POL mRNAs are enriched in the ER fraction of WT cells but not in she2Δ and sec3Δ cells. (A) Fractionation of lysates into ER microsome and cytosolic fractions. WT, she2Δ, and sec3Δ yeast cells expressing Sec63-GFP were lysed and subjected to sucrose density gradient centrifugation (see Materials and Methods). Aliquots from the total crude lysate (TCL) and different fractions obtained through centrifugation were subjected to SDS-polyacrylamide gel electrophoresis and detected in blots with antibodies against an ER marker, Sec63 (anti [α]-GFP), or a cytosolic marker, phosphoglycerate kinase (anti-PGK). Data from WT cells are shown; no differences were observed with the mutants. (B) mRNAs encoding ASH1 and POLs are enriched in the ER microsome fraction in WT but not she2Δ or sec3Δ cells.
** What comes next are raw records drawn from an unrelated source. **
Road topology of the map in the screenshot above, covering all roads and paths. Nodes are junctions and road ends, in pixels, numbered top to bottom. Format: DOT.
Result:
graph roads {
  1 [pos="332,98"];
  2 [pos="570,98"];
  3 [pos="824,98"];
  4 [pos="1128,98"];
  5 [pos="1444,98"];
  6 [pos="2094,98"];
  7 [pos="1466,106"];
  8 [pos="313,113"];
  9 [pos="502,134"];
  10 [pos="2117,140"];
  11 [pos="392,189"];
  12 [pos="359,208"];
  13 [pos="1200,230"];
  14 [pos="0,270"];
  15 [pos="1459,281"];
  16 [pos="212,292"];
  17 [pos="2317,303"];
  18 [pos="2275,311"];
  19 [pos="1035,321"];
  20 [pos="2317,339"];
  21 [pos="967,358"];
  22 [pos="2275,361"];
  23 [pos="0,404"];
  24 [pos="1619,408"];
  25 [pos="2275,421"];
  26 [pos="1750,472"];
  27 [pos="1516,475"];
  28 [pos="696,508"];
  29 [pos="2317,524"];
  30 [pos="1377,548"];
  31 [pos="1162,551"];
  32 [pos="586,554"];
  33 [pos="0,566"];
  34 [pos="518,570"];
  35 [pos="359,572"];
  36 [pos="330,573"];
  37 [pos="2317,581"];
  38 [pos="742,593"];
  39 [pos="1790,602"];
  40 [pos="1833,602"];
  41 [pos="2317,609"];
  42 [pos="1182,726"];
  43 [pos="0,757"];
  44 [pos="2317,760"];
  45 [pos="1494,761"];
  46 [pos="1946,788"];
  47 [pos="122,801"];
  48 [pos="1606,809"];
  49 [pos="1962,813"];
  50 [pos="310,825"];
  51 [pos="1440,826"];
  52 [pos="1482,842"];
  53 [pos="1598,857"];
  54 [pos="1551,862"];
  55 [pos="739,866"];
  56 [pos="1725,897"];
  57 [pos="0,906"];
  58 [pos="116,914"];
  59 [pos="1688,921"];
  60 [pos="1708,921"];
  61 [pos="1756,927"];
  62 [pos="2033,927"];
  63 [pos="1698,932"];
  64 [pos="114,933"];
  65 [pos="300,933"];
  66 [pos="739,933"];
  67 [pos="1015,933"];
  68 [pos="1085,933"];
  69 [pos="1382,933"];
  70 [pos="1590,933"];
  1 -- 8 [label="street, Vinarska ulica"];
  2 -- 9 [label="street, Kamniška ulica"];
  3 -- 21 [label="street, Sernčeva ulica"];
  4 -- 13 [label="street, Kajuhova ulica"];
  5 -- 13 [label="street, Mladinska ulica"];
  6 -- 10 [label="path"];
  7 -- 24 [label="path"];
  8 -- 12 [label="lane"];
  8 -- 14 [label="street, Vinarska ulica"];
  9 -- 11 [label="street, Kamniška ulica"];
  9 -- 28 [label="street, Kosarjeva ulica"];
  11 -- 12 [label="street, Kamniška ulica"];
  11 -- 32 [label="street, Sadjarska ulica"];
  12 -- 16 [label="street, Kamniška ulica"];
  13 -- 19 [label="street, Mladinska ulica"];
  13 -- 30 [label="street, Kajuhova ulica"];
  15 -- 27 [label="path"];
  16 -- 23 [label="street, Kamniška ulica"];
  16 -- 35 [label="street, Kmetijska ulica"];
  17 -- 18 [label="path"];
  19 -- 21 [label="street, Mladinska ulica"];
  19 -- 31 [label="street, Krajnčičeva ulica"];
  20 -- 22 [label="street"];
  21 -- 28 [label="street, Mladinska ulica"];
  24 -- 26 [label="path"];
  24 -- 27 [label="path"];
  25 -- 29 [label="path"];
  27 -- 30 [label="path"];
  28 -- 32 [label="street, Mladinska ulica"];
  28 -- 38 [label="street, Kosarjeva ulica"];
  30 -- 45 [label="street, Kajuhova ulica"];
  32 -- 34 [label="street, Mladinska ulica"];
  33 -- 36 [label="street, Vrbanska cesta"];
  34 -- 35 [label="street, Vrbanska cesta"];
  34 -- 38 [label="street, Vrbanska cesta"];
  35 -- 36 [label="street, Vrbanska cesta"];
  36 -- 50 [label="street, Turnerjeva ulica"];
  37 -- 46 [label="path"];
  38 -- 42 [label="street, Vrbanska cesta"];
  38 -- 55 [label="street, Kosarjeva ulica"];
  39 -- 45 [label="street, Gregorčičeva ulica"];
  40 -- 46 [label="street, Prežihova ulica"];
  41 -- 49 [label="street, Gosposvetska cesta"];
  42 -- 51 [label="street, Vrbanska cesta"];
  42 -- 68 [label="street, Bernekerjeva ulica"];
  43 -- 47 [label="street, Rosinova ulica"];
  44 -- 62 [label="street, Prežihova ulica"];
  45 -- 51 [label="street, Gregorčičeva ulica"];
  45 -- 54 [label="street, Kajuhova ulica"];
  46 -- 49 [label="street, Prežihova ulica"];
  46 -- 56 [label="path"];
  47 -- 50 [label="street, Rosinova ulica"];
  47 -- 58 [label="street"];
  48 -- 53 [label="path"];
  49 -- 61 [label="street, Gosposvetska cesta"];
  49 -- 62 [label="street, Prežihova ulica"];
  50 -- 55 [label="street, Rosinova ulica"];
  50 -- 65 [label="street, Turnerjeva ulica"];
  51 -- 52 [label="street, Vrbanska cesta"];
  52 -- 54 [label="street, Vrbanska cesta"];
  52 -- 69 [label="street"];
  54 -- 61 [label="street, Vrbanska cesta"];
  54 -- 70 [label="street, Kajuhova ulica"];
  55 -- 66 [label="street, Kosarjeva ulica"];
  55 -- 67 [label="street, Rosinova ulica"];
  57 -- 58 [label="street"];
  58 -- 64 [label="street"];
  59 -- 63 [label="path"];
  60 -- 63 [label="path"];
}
Total RNA isolated from the fractions obtained using density gradient centrifugation was subjected to DNase I treatment and RT-PCR with oligonucleotide pairs specific to ASH1, SEC4, CDC42, SRO7, RDN18, TUB1, and SNC1. Samples were electrophoresed on agarose gels and documented by ethidium bromide labeling.